进了府衙,马远正在摔碟子砸碗,指着常玉敏和张良之大声吼道:“把那些闹事的全都关起来!有多少关多少!本官就不信了,这些刁民还想把府衙拆了不成?!”
“浙江有几百万老百姓,你抓得完吗?”钱宁皱着眉头道。他最不喜欢听这话,动不动就抓人,关人,这老百姓是你能抓的完的?关的完的?那要你这个知府是干什么用的?虽然不能称之为父母官吧,可好歹下面有州县,上面还有内阁,朝廷,皇上!如果事事都不能自己在权利范围内摆平,还要麻烦上面,这个知府不要也罢!

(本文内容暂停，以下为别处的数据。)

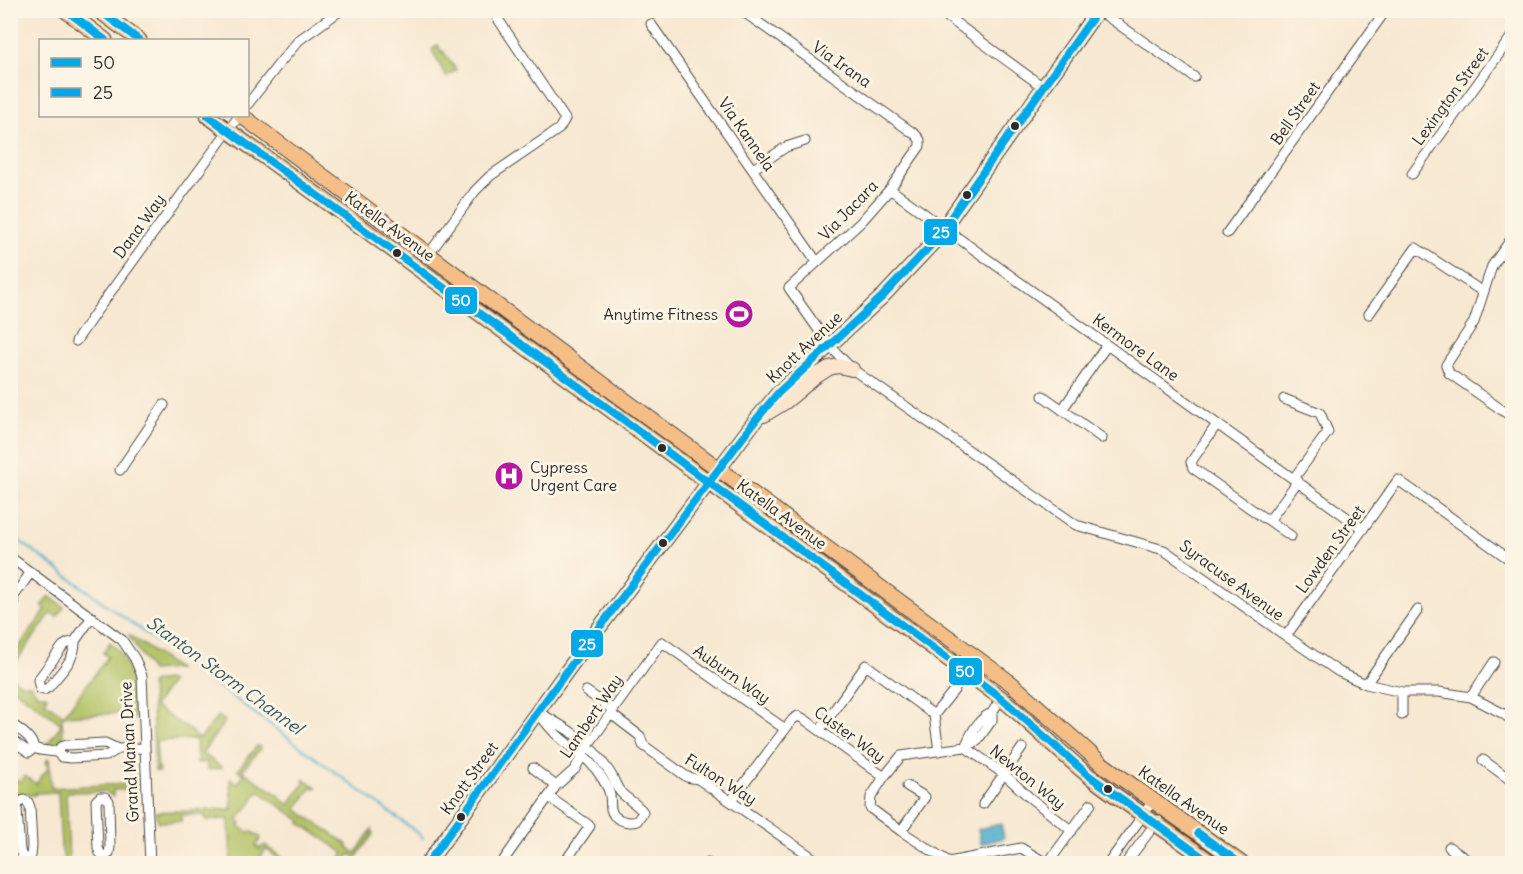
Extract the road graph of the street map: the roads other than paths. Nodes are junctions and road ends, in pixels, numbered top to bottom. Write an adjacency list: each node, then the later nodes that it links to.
1 (64, 10): 13 (main road)
2 (98, 10): 14 (main road)
3 (341, 10): 17 (street)
4 (492, 10): 30 (street)
5 (741, 10): 23 (street, Via Irana)
6 (938, 10): 10 (street)
7 (958, 10): 10 (street)
8 (1098, 10): 15 (street); 16 (main road, Knott Avenue)
9 (1386, 10): 28 (street, Bell Street)
10 (952, 20): 16 (street)
11 (651, 24): 24 (street, Via Kannela)
12 (1512, 36): 25 (street, Lexington Street)
13 (104, 39)
14 (138, 39)
15 (1194, 77)
16 (1043, 87): 27 (main road, Knott Avenue)
17 (249, 103)
18 (209, 117): 21 (main road, Katella Avenue)
19 (240, 117): 21 (street, Dana Way)
20 (242, 117): 30 (main road, Katella Avenue)
21 (228, 130): 32 (main road, Katella Avenue); 36 (street, Dana Way)
22 (805, 141): 24 (street)
23 (920, 146): 26 (street, Via Jacara)
24 (753, 169): 31 (street, Via Kannela)
25 (1412, 174)
26 (890, 189): 27 (street, Kermore Lane); 31 (street, Via Jacara)
27 (944, 227): 37 (street, Kermore Lane); 38 (main road, Knott Avenue)
28 (1227, 233)
29 (1512, 238): 34 (street)
30 (429, 254): 32 (street); 49 (main road, Katella Avenue)
31 (817, 261): 33 (street, Via Jacara)
32 (419, 268): 51 (main road, Katella Avenue)
33 (789, 288): 38 (street, Syracuse Avenue)
34 (1483, 292): 35 (street); 44 (street)
35 (1369, 314)
36 (76, 341)
37 (1107, 345): 43 (street); 46 (street, Kermore Lane)
38 (830, 346): 39 (street, Syracuse Avenue); 45 (main road, Knott Avenue)
39 (852, 369): 45 (main road); 64 (street, Syracuse Avenue)
40 (1043, 396): 43 (street)
41 (1284, 399): 50 (street)
42 (164, 405): 48 (street)
43 (1062, 410): 47 (street)
44 (1512, 417)
45 (755, 421): 49 (main road, Knott Avenue)
46 (1217, 424): 50 (street, Kermore Lane); 52 (street)
47 (1102, 438)
48 (120, 470)
49 (720, 470): 51 (main road, Knott Avenue); 63 (main road, Katella Avenue)
50 (1296, 479): 52 (street); 53 (street, Kermore Lane)
51 (709, 484): 58 (main road, Katella Avenue); 74 (main road, Knott Avenue)
52 (1267, 519): 54 (street)
53 (1363, 529): 56 (street, Lowden Street); 64 (street, Lowden Street)
54 (1291, 536)
55 (10, 557): 57 (street, Grand Manan Drive)
56 (1512, 561)
57 (31, 572): 59 (street); 62 (street, Grand Manan Drive)
58 (861, 595): 63 (main road); 73 (main road, Katella Avenue)
59 (12, 596): 61 (street)
60 (1418, 610): 68 (street)
61 (10, 611)
62 (92, 617): 65 (street); 86 (street, Grand Manan Drive)
63 (927, 622): 101 (main road, Katella Avenue)
64 (1286, 636): 68 (street, Syracuse Avenue)
65 (75, 641): 65 (street)
66 (662, 642): 75 (street, Lambert Way); 80 (street, Auburn Way)
67 (1494, 662): 72 (street)
68 (1366, 684): 71 (street, Syracuse Avenue)
69 (955, 689): 76 (street)
70 (586, 691): 75 (street, Fulton Way)
71 (1401, 692): 72 (street, Syracuse Avenue); 77 (street)
72 (1471, 697): 78 (street, Syracuse Avenue)
73 (1001, 698): 84 (street); 102 (main road, Katella Avenue)
74 (537, 712): 83 (street); 89 (street); 112 (main road, Knott Street)
75 (611, 712): 83 (street, Lambert Way); 98 (street, Fulton Way)
76 (934, 715): 81 (street); 88 (street)
77 (1402, 715)
78 (1512, 720)
79 (10, 723): 85 (street)
80 (785, 729): 81 (street, Custer Way); 98 (street)
81 (820, 730): 93 (street, Custer Way)
82 (10, 739): 85 (street)
83 (588, 744): 89 (street, Lambert Way); 89 (street)
84 (965, 747): 88 (street); 92 (street, Newton Way)
85 (34, 748): 86 (street)
86 (144, 748): 111 (street, Grand Manan Drive)
87 (1022, 748): 92 (street)
88 (939, 751): 93 (street)
89 (583, 755): 95 (street, Lambert Way)
90 (1483, 760): 94 (street)
91 (533, 768): 95 (street)
92 (1004, 774): 99 (street); 104 (street, Newton Way)
93 (884, 777): 103 (street)
94 (1512, 781)
95 (556, 786): 97 (street, Lambert Way)
96 (908, 786): 103 (street)
97 (549, 797): 107 (street); 113 (street, Lambert Way)
98 (731, 801): 114 (street, Fulton Way)
99 (983, 804)
100 (1091, 804): 104 (street)
101 (1159, 805): 102 (street); 102 (street); 118 (main road, Katella Avenue)
102 (1150, 819): 115 (street); 116 (street); 117 (main road, Katella Avenue)
103 (901, 831): 109 (street)
104 (1072, 831): 110 (street)
105 (1449, 847): 119 (street)
106 (105, 860): 106 (street)
107 (567, 860)
108 (27, 861): 108 (street)
109 (948, 863): 110 (street)
110 (1044, 863)
111 (150, 864)
112 (426, 864)
113 (501, 864)
114 (822, 864)
115 (1108, 864)
116 (1125, 864)
117 (1213, 864)
118 (1242, 864)
119 (1473, 864)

一看是布政使和按察使大人到了,马远就仿佛是跋涉许久的人找到了组织一样,立刻跪在地上叩首道:“大人!我也只是想把朝廷交代的事情做好,可怎么就这么难!这些百姓一点也不体谅朝廷的苦处!我知道,改稻为桑势必是一个艰巨的过程,可是必须要推行下去啊!去年提前征税的时候我就知道,我大明的国库眼瞅着就见底了,但寅吃卯粮总不是长久之计,只有想办法开源节流才行,只是……”

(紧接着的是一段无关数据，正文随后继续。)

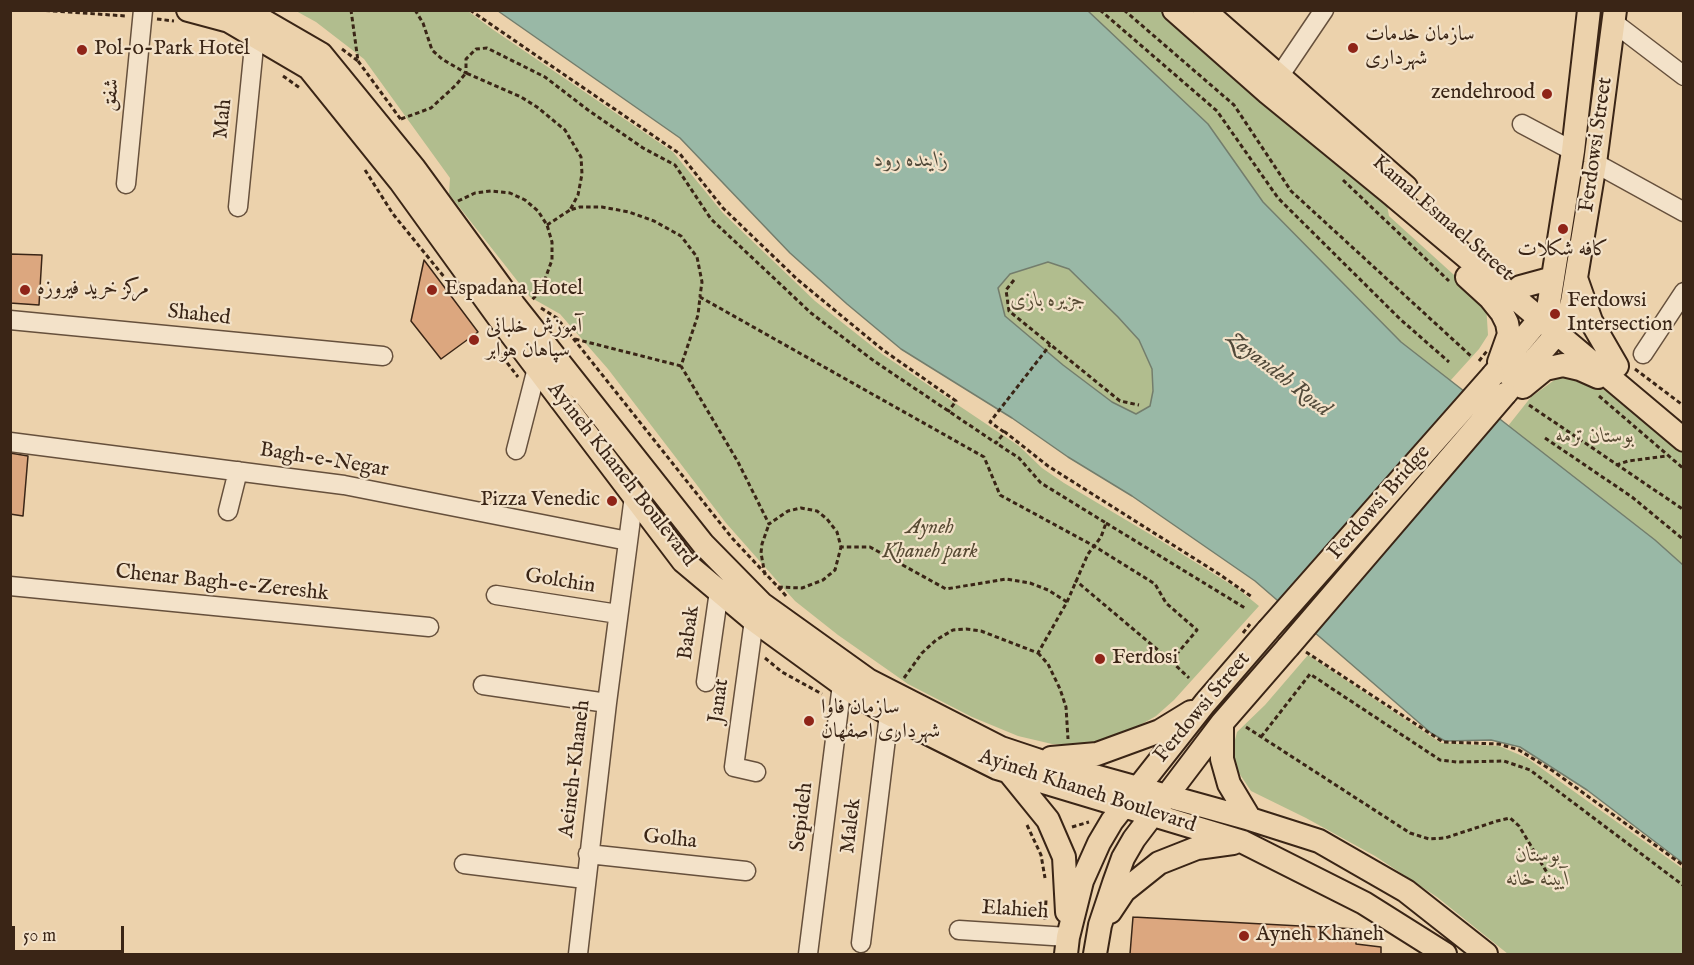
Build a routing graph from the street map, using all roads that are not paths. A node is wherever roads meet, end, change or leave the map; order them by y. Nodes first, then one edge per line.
1 (143, 10) edge
2 (188, 10) edge
3 (245, 10) edge
4 (1174, 10) edge
5 (1204, 10) edge
6 (1324, 10) edge
7 (1589, 10) edge
8 (1614, 16) edge
9 (255, 36) junction
10 (1683, 76) edge
11 (1274, 85) junction
12 (1522, 124) dead end
13 (1572, 151) junction
14 (1595, 163) junction
15 (126, 184) dead end
16 (1389, 192) junction
17 (238, 207) dead end
18 (1683, 212) edge
19 (1554, 278) junction
20 (1577, 279) junction
21 (1520, 287) junction
22 (1683, 292) edge
23 (10, 320) edge
24 (1552, 322) junction
25 (382, 356) dead end
26 (537, 368) junction
27 (1628, 369) junction
28 (1493, 375) junction
29 (1505, 394) junction
30 (1683, 423) edge
31 (10, 442) edge
32 (1676, 448) edge
33 (516, 450) dead end
34 (238, 471) junction
35 (634, 496) junction
36 (228, 511) dead end
37 (628, 541) junction
38 (10, 586) edge
39 (719, 591) junction
40 (496, 595) dead end
41 (618, 614) junction
42 (754, 620) junction
43 (429, 627) dead end
44 (1268, 630) joint
45 (1297, 649) joint
46 (706, 682) dead end
47 (842, 684) junction
48 (483, 686) dead end
49 (1206, 703) junction
50 (607, 704) junction
51 (889, 714) junction
52 (1222, 723) junction
53 (1037, 760) junction
54 (756, 772) dead end
55 (1009, 772) junction
56 (1138, 786) junction
57 (1167, 796) junction
58 (1124, 805) junction
59 (1152, 815) junction
60 (1250, 819) junction
61 (1243, 842) junction
62 (588, 854) junction
63 (464, 864) dead end
64 (746, 871) dead end
65 (585, 879) junction
66 (1391, 882) junction
67 (1376, 910) junction
68 (1100, 925) junction
69 (959, 930) dead end
70 (861, 943) dead end
71 (1067, 946) edge
72 (578, 954) edge
73 (808, 954) edge
74 (1095, 954) edge
75 (1446, 954) edge
76 (1486, 954) edge

1 - 15 street, شفق
2 - 9 main road, Ayineh Khaneh Boulevard
3 - 53 main road, Ayineh Khaneh Boulevard
4 - 11 main road, Kamal Esmael Street
5 - 11 main road, Kamal Esmael Street
6 - 11 street
7 - 13 main road
8 - 10 street
8 - 14 main road, Ferdowsi Street
9 - 17 street, Mah
9 - 26 main road, Ayineh Khaneh Boulevard
11 - 16 main road, Kamal Esmael Street
11 - 21 main road, Kamal Esmael Street
12 - 13 street
13 - 19 main road
14 - 18 street
14 - 20 main road, Ferdowsi Street
16 - 24 main road, Kamal Esmael Street
16 - 28 main road
19 - 21 main road
19 - 24 main road
20 - 24 main road, Ferdowsi Street
20 - 27 main road
21 - 24 main road, Kamal Esmael Street
22 - 27 street
23 - 25 street, Shahed
24 - 27 main road
24 - 28 main road
24 - 29 main road
26 - 33 street
26 - 35 main road, Ayineh Khaneh Boulevard
27 - 29 main road
27 - 30 main road
27 - 32 main road
28 - 44 main road, Ferdowsi Bridge, bridge
29 - 45 main road, Ferdowsi Bridge, bridge
31 - 34 street, Bagh-e-Negar
34 - 36 street
34 - 37 street, Bagh-e-Negar
35 - 37 street, Aeineh-Khaneh
35 - 39 main road, Ayineh Khaneh Boulevard
37 - 41 street, Aeineh-Khaneh
38 - 43 street, Chenar Bagh-e-Zereshk
39 - 42 main road, Ayineh Khaneh Boulevard
39 - 46 street, Babak
40 - 41 street, Golchin
41 - 50 street, Aeineh-Khaneh
42 - 47 main road, Ayineh Khaneh Boulevard
42 - 54 street, Janat
44 - 49 main road, Ferdowsi Street
45 - 52 main road, Ferdowsi Street
47 - 51 main road, Ayineh Khaneh Boulevard
47 - 73 street, Sepideh
48 - 50 street
49 - 53 main road
49 - 56 main road, Ferdowsi Street
50 - 62 street, Aeineh-Khaneh
51 - 55 main road, Ayineh Khaneh Boulevard
51 - 70 street, Malek
52 - 57 main road, Ferdowsi Street
52 - 60 main road
53 - 56 main road, Ayineh Khaneh Boulevard
55 - 58 main road, Ayineh Khaneh Boulevard
55 - 71 main road
56 - 57 main road, Ayineh Khaneh Boulevard
56 - 58 main road, Ferdowsi Street
57 - 59 main road, Ferdowsi Street
57 - 60 main road, Ayineh Khaneh Boulevard
58 - 59 main road, Ayineh Khaneh Boulevard
58 - 71 main road, Ferdowsi Street
59 - 61 main road, Ayineh Khaneh Boulevard
59 - 68 main road, Ferdowsi Street
60 - 66 main road, Ayineh Khaneh Boulevard
61 - 67 main road, Ayineh Khaneh Boulevard
61 - 68 main road
62 - 64 street, Golha
62 - 65 street, Aeineh-Khaneh
63 - 65 street
65 - 72 street, Aeineh-Khaneh
66 - 67 main road
66 - 76 main road, Ayineh Khaneh Boulevard
67 - 75 main road, Ayineh Khaneh Boulevard
68 - 74 main road, Ferdowsi Street
69 - 71 street, Elahieh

“好了好了!这些不说也罢,大门口的百姓,还是我去劝退吧!但是你要记住,这改稻为桑乃是国策,必须要推行下去!不过也要注意方式方法!每个县的百姓都来府衙闹上一回,这让朝廷怎么看咱们?你这脾气,还是要改一改!”钱宁放缓了语气,好心劝慰起了马远。平心而论,整个浙江,也就他这个杭州知府当的最累,做的事情最多,他做事的方法确实有些急躁,但这个人却是难得的知道为朝廷解忧,为上官解愁,为下面解困的官员,钱宁一直都很欣赏他,但是可惜,没有足够硬棒的政绩做支撑,就是想提他也怕别人不服气。结果又摊上推行这么个国策!
整 理布。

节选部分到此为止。